Look for the string "roads" in the listing. Copy each line that has it.

____________________

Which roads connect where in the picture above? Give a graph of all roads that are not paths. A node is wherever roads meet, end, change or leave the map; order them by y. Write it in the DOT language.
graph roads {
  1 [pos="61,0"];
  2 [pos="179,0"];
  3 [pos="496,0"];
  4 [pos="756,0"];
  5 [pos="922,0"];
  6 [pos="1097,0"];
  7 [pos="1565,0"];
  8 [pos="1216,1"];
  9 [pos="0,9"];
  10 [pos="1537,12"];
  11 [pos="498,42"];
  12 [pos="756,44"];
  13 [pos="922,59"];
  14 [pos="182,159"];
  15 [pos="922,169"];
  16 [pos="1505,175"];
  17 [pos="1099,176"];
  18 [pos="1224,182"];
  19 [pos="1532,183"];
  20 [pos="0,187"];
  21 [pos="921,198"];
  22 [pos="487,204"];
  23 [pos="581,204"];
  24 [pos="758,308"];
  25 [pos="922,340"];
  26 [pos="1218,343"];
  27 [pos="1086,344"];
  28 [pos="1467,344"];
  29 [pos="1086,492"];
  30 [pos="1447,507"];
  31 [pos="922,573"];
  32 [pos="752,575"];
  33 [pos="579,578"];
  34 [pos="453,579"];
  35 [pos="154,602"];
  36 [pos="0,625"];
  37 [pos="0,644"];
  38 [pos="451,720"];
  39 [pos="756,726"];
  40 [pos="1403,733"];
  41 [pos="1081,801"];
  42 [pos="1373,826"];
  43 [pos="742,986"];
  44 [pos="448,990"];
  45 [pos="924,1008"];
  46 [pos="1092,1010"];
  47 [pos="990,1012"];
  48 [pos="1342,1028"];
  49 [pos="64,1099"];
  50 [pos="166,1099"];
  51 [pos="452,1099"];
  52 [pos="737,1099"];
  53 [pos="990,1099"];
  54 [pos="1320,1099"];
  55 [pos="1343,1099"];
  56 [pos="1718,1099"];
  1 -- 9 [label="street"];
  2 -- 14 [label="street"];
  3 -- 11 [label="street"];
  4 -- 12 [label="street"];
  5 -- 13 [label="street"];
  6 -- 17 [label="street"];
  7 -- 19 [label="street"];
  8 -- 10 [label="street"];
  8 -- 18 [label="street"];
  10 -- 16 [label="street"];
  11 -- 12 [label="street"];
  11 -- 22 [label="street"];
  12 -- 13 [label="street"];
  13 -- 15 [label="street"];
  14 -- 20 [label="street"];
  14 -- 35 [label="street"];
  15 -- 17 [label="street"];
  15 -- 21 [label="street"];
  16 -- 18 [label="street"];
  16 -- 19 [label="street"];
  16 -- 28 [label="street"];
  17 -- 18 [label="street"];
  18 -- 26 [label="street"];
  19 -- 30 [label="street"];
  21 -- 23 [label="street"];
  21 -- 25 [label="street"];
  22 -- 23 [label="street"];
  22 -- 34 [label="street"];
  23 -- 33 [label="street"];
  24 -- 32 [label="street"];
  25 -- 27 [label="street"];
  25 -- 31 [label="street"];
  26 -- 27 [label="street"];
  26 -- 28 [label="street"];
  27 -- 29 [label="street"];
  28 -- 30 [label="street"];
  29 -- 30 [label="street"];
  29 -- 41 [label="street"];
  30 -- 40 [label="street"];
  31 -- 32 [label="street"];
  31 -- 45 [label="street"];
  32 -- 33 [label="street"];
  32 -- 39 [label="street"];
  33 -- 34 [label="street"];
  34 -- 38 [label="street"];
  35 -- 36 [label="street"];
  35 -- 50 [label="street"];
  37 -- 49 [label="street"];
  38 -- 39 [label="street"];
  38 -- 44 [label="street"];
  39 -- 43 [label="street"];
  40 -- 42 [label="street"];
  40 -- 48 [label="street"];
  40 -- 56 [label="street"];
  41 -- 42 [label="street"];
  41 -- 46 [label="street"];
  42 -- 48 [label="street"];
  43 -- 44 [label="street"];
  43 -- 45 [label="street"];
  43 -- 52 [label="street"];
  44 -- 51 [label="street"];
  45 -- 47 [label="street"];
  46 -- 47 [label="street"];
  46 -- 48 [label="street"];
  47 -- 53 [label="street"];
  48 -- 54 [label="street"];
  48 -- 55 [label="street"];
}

____________________

## RESPONSE AREA
Which roads connect where in the picture above? Give a graph of all roads that are not paths. A node is wherever roads meet, end, change or leave the map; order them by y. Write it in the DOT language.
graph roads {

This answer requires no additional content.